## [What to do]
Copy from the first line below down to and including the line with "flex:none; width:28px; height:28px;". Skip the pictures.

## [Working data]
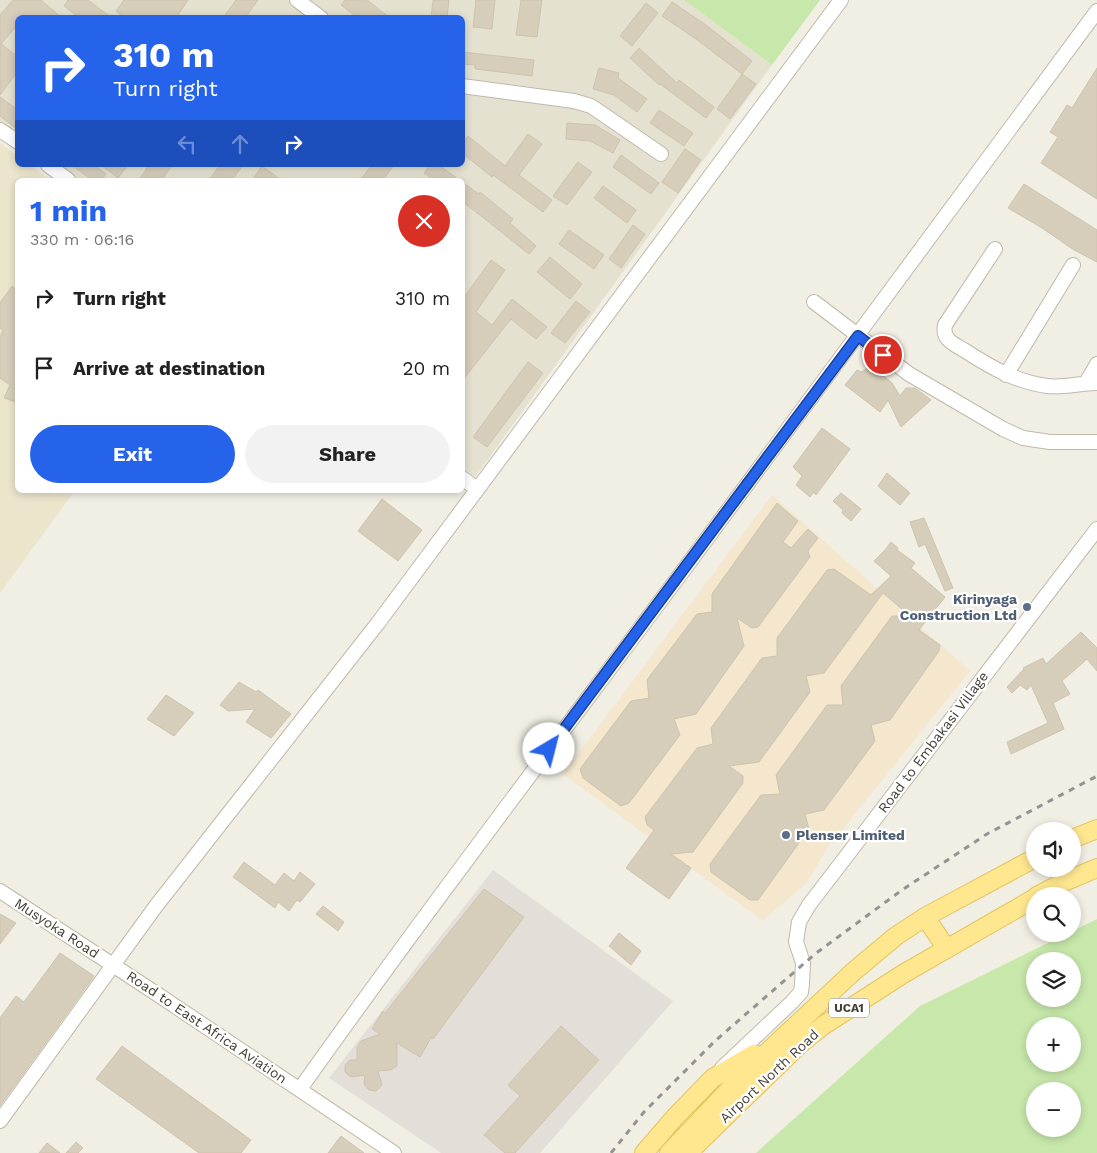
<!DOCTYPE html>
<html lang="en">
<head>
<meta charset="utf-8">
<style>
	body { margin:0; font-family:"Work Sans",sans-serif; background:#f2f2f2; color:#222; height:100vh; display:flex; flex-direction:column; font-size:19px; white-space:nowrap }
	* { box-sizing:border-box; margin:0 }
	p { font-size:16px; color:#767676 }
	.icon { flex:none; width:28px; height:28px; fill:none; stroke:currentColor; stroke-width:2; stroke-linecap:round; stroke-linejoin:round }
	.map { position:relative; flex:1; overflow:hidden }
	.panel { position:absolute; left:15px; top:178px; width:450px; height:315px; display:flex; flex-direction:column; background:#fff; border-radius:8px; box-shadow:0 2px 8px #0003 }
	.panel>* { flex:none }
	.guide { position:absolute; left:15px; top:15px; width:450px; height:152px; border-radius:8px; box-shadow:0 2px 8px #0003; background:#2563eb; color:#fff; overflow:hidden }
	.controls { position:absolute; left:1026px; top:822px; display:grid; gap:10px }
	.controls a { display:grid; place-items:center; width:55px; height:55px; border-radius:50%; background:#fff; box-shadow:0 2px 8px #0003; font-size:25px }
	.pin { position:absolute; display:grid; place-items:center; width:42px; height:42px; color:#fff; margin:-21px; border:2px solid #fff; border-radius:50%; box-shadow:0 1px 5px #0007 }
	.me { position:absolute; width:55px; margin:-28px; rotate:37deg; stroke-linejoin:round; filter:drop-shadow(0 0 4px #0008) }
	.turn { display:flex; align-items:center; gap:18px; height:105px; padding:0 15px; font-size:22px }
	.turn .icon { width:65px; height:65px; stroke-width:2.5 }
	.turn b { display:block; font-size:35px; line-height:42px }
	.lanes { display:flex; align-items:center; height:48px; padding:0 15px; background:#0003; justify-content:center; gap:25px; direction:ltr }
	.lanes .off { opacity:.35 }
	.round { display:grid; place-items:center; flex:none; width:52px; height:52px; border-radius:26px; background:#f2f2f2 }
	.headline { display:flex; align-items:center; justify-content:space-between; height:85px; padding:0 15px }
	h1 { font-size:30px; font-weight:700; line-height:38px; color:#2563eb }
	.cta { display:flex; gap:10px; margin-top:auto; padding:10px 15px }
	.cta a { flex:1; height:58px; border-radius:30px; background:#2563eb; color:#fff; font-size:20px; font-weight:700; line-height:58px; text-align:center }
	.cta a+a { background:#f2f2f2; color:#222 }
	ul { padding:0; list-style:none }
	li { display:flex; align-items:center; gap:15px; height:70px; padding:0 15px }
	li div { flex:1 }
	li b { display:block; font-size:19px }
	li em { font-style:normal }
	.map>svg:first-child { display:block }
	.residential { fill:#e5e1d1 }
	.commercial { fill:#f4e7cd }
	.industrial { fill:#e3dfd8 }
	.education { fill:#ebe5cc }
	.green { fill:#c7e7ab; fill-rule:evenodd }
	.building { fill:#d6cdbb; stroke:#cec3ac }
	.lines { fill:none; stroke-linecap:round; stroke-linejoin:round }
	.minor-casing { stroke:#c0b9a9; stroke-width:16 }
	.major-casing { stroke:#e3c55f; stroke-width:20 }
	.minor { stroke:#fff; stroke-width:14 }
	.major { stroke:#fee78f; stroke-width:18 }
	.rail { stroke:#939393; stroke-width:3; stroke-dasharray:6 6; stroke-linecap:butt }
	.route-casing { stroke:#184099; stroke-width:12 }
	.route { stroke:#2563eb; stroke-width:9 }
	.service-dot { fill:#5c6f8a; stroke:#fff; stroke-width:2 }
	.labels { text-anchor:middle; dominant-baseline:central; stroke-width:4.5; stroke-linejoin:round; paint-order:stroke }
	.shield { fill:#fff; stroke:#7b7870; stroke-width:1 }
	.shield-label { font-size:12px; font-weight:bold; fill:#433e33 }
	.service-label { font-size:14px; font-weight:bold; fill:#4e5e75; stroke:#fff; text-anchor:end }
	.street-label { font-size:14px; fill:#433e33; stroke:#fff }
</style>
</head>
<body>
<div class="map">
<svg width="1097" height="1153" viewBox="0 0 1097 1153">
	<rect width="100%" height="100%" fill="#f1eee3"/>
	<path class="residential" d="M 0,0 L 684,0 L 772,65 L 475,477 L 462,467 L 462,180 L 78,180 L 58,165 L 462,165 L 462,18 L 18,18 L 17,135 L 0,122 Z"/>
	<path class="commercial" d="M 772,495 L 970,671 L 842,830 L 833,839 L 807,882 L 763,921 L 563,774 Z"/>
	<path class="industrial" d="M 493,870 L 673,1001 L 540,1153 L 441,1153 L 329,1078 Z"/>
	<path class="education" d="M 0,143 L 17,156 L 18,165 L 30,165 L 51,180 L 18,180 L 18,490 L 75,490 L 0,593 Z"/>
	<path class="green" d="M 684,0 L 820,0 L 772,65 Z
		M 1097,919 L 1097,1153 L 756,1153 L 920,1006 L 1066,934 L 1072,934 L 1073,931 ZM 1035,961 L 1072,961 L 1072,999 L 1035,999 ZM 1035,1026 L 1072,1026 L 1072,1064 L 1035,1064 ZM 1035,1091 L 1072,1091 L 1072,1129 L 1035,1129 Z"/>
	<path class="building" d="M 13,0 L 41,0 L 62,18 L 18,18 L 18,24 L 1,44 L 18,57 L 18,71 L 0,95 L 0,15 Z
		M 68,0 L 88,0 L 112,18 L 80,18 L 64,6 Z
		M 124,0 L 188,0 L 176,18 L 125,18 L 116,11 Z
		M 236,0 L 258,0 L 245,18 L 223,18 Z
		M 345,0 L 367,0 L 390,18 L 358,18 L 341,5 Z
		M 433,0 L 449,0 L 447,18 L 431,18 Z
		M 476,0 L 495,0 L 492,29 L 473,27 Z
		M 521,0 L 542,0 L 537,37 L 516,35 Z
		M 672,2 L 706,25 L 752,61 L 742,74 L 696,39 L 662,16 Z
		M 646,3 L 658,13 L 632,46 L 620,36 Z
		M 639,48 L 677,83 L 679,80 L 714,107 L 706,118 L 660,84 L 659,85 L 630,58 Z
		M 462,52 L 534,60 L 532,76 L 475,69 L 475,65 L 462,64 Z
		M 599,68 L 619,73 L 618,78 L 647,99 L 637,112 L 614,95 L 593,89 Z
		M 1097,68 L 1097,199 L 1041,163 L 1058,137 L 1050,132 L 1067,105 L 1072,108 Z
		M 742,74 L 756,84 L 730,119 L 717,109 Z
		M 0,97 L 18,110 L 18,130 L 0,116 Z
		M 659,110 L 693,133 L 684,146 L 650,123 Z
		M 567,123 L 595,125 L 620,140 L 613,153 L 590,141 L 566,139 Z
		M 528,134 L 542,144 L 519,175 L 552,200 L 543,212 L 493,175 L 492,177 L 462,153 L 462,142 L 468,136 L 505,166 Z
		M 685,149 L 701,160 L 678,193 L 662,182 Z
		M 621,155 L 659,183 L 651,194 L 613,167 Z
		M 578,162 L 592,172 L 567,205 L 553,196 Z
		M 72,165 L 94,165 L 106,174 L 101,180 L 92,180 Z
		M 101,165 L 128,165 L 118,178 Z
		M 149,165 L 172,165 L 162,180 L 139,180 Z
		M 220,165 L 243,165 L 232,180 L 209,180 Z
		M 372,165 L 394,165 L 383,180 L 360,180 Z
		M 430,165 L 439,165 L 459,180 L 434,180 L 424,173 Z
		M 262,166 L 281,180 L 252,180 Z
		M 462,182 L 479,194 L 480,192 L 513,219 L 510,223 L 536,246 L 529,254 L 462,201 Z
		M 1024,184 L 1097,230 L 1097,262 L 1074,250 L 1042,228 L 1008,208 Z
		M 603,186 L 636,210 L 627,223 L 594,198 Z
		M 633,225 L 645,234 L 621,268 L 609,259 Z
		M 569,230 L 604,255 L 594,269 L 559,244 Z
		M 550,257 L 582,284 L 570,299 L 537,272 Z
		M 491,260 L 505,270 L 476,312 L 492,325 L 512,299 L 547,327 L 536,339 L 511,319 L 462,381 L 462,300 Z
		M 12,286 L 18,291 L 16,402 L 4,398 L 10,385 L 0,378 L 0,337 L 3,331 L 0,328 L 0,303 Z
		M 576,301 L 590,312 L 565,343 L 551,333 Z
		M 528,362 L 543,373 L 487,447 L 473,437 Z
		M 873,367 L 892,383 L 900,396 L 906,388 L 915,388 L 931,400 L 901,427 L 888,400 L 880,412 L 845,385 L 857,370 L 862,372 L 866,369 Z
		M 822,428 L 850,449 L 816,495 L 814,492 L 810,497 L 796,485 L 802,476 L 793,467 Z
		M 887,473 L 910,493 L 900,505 L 878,486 Z
		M 841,493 L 861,509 L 851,521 L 842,513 L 843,510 L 833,501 Z
		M 382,499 L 422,530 L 398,561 L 358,531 Z
		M 777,503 L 798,521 L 783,542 L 791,548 L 808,529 L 818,538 L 808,551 L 810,557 L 758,627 L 752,628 L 737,618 L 744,646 L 696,714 L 674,719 L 680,735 L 629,803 L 621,806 L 583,778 L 580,769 L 631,701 L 649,698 L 647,680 L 697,614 L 712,612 L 712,594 Z
		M 924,518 L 953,588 L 945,591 L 925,544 L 919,547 L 910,522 Z
		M 891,542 L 898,548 L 897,550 L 915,563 L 911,568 L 945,597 L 919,630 L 940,645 L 939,651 L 890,720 L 871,725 L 875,741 L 824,810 L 805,814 L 809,829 L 758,900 L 750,900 L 711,872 L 710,864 L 761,795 L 780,794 L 776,775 L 827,705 L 843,705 L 841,686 L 892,616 L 910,616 L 883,593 L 824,673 L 806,676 L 810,692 L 759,762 L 729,766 L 743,776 L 743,783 L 693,852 L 671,854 L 691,868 L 669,899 L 626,868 L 654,830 L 647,825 L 645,817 L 697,748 L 713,744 L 711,728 L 762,658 L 777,656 L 777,638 L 827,570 L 834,569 L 871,595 L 891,576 L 874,561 L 885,550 Z
		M 1081,632 L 1097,648 L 1097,671 L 1087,659 L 1062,681 L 1070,694 L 1053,703 L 1064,729 L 1011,754 L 1007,742 L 1048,723 L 1031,685 L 1027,690 L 1020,685 L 1012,693 L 1007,687 L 1024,669 L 1023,668 L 1043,658 L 1046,664 Z
		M 239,682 L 256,692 L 258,690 L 291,714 L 271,738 L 246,722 L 255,709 L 228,711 L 220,705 Z
		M 166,695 L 194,713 L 174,736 L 147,719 Z
		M 244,862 L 275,885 L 284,873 L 294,881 L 300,872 L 315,884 L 300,902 L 297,900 L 289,911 L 278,902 L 275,908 L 233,877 Z
		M 484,889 L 524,917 L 433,1039 L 431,1038 L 420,1057 L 397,1043 L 397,1066 L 391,1070 L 378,1071 L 382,1085 L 376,1091 L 369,1090 L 364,1084 L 365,1075 L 351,1077 L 348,1075 L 345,1072 L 345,1065 L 350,1060 L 357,1060 L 357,1047 L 361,1041 L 380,1034 L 372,1029 L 383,1011 L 385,1013 Z
		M 323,906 L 344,922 L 338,931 L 316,914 Z
		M 0,914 L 16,923 L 0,944 Z
		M 619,933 L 641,951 L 631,965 L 609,946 Z
		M 60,953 L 94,976 L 0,1106 L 0,1018 L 16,996 L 24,1002 Z
		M 561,1026 L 599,1060 L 515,1153 L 505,1153 L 484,1135 L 520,1096 L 508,1085 Z
		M 122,1046 L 251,1140 L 241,1153 L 199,1153 L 96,1079 Z
		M 341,1136 L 364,1153 L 328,1153 Z
		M 76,1142 L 83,1148 L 78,1153 L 66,1153 Z
		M 47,1143 L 60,1153 L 39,1153 Z"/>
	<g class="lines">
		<defs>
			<path id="minor" d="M 297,0 L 321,18
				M 462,86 L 574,101 L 591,106 L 661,154
				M 0,130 L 18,142
				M 48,165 L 68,180
				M 995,249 L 945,325 C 944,330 944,335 948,339 C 952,344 959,347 964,350 C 990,367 1016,382 1047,386 C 1064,388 1080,383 1097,383
				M 814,302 L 909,374 L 1003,429 L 1023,438 L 1050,442 L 1097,442
				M 1006,375 L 1073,265
				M 1086,383 L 1097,364
				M 462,478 L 477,489
				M 0,891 L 160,996 L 394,1153
				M 722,1068 L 792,1002 L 801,992 L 802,984 L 803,963 L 796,942 L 799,922 L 809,905 L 1097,529
				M 300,1089 C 430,906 566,728 700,548 C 833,369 964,189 1097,11
				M 0,1121 L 156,906 L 378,623 L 841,0"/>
			<path id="major" d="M 1072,839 L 1097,829
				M 1037,896 L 1064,882 L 1097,868
				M 925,917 L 947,949
				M 644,1153 L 675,1117 L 713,1078 L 754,1054
				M 669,1153 L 747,1071 L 853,972 L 896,936 L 925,917 L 1035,858
				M 688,1153 L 799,1045 L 824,1025 L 903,974 L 1035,898"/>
		</defs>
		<use href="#minor" class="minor-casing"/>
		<use href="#major" class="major-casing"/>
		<use href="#minor" class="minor"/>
		<use href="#major" class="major"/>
		<path class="rail" d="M 611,1153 L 644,1112 L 715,1041 L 815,954 L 902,890 L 987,834 L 1097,776"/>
	</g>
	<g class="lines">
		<defs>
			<path id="route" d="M 549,749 L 858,336 L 883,355"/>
		</defs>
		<use href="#route" class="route-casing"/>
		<use href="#route" class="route"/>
	</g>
	<g class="service-dot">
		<circle cx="1027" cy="607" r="5"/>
		<circle cx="786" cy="835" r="5"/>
	</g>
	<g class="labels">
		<rect class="shield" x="829" y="998.5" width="40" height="19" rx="4"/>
		<g class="shield-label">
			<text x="849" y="1008">UCA1</text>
		</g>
		<g class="service-label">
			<text x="1017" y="599">Kirinyaga<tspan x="1017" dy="16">Construction Ltd</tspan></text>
			<text x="796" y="835" text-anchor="start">Plenser Limited</text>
		</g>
		<g class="street-label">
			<text transform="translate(933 742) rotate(-53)">Road to Embakasi Village</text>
			<text transform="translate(57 928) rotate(33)">Musyoka Road</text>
			<text transform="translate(207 1027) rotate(34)">Road to East Africa Aviation</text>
			<text transform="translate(769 1076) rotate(-43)">Airport North Road</text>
		</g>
	</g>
</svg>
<div class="controls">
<a><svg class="icon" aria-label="sound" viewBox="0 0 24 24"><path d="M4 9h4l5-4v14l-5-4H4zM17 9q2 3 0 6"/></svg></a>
<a><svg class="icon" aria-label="search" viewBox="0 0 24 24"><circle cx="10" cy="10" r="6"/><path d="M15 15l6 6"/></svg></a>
<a><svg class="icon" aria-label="layers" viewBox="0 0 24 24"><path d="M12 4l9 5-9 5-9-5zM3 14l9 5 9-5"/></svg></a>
<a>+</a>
<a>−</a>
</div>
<div class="pin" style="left:883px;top:355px;background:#d93025"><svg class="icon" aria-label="arrive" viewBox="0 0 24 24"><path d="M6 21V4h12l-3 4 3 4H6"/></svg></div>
<svg class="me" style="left:549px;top:749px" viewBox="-20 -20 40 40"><circle r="19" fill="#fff"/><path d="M0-13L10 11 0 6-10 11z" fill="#2563eb"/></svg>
<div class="guide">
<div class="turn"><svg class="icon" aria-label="right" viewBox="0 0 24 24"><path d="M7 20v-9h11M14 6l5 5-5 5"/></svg><div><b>310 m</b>Turn right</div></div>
<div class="lanes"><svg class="icon off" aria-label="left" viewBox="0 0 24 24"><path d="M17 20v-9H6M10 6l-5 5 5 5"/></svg><svg class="icon off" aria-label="ahead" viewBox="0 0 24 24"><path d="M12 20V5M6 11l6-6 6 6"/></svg><svg class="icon" aria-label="right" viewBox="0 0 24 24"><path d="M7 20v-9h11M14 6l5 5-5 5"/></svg></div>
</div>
<section class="panel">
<div class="headline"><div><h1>1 min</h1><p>330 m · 06:16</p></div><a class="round" style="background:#d93025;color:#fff"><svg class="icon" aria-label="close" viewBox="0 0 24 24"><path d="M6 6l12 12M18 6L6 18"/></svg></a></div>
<ul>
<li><svg class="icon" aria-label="right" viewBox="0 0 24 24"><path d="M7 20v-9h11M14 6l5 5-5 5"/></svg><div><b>Turn right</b></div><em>310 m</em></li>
<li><svg class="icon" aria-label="arrive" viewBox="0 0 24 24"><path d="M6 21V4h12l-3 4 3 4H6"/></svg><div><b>Arrive at destination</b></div><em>20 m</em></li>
</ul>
<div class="cta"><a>Exit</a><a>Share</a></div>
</section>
</div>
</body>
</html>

## [Exercise response]
<!DOCTYPE html>
<html lang="en">
<head>
<meta charset="utf-8">
<style>
	body { margin:0; font-family:"Work Sans",sans-serif; background:#f2f2f2; color:#222; height:100vh; display:flex; flex-direction:column; font-size:19px; white-space:nowrap }
	* { box-sizing:border-box; margin:0 }
	p { font-size:16px; color:#767676 }
	.icon { flex:none; width:28px; height:28px; fill:none; stroke:currentColor; stroke-width:2; stroke-linecap:round; stroke-linejoin:round }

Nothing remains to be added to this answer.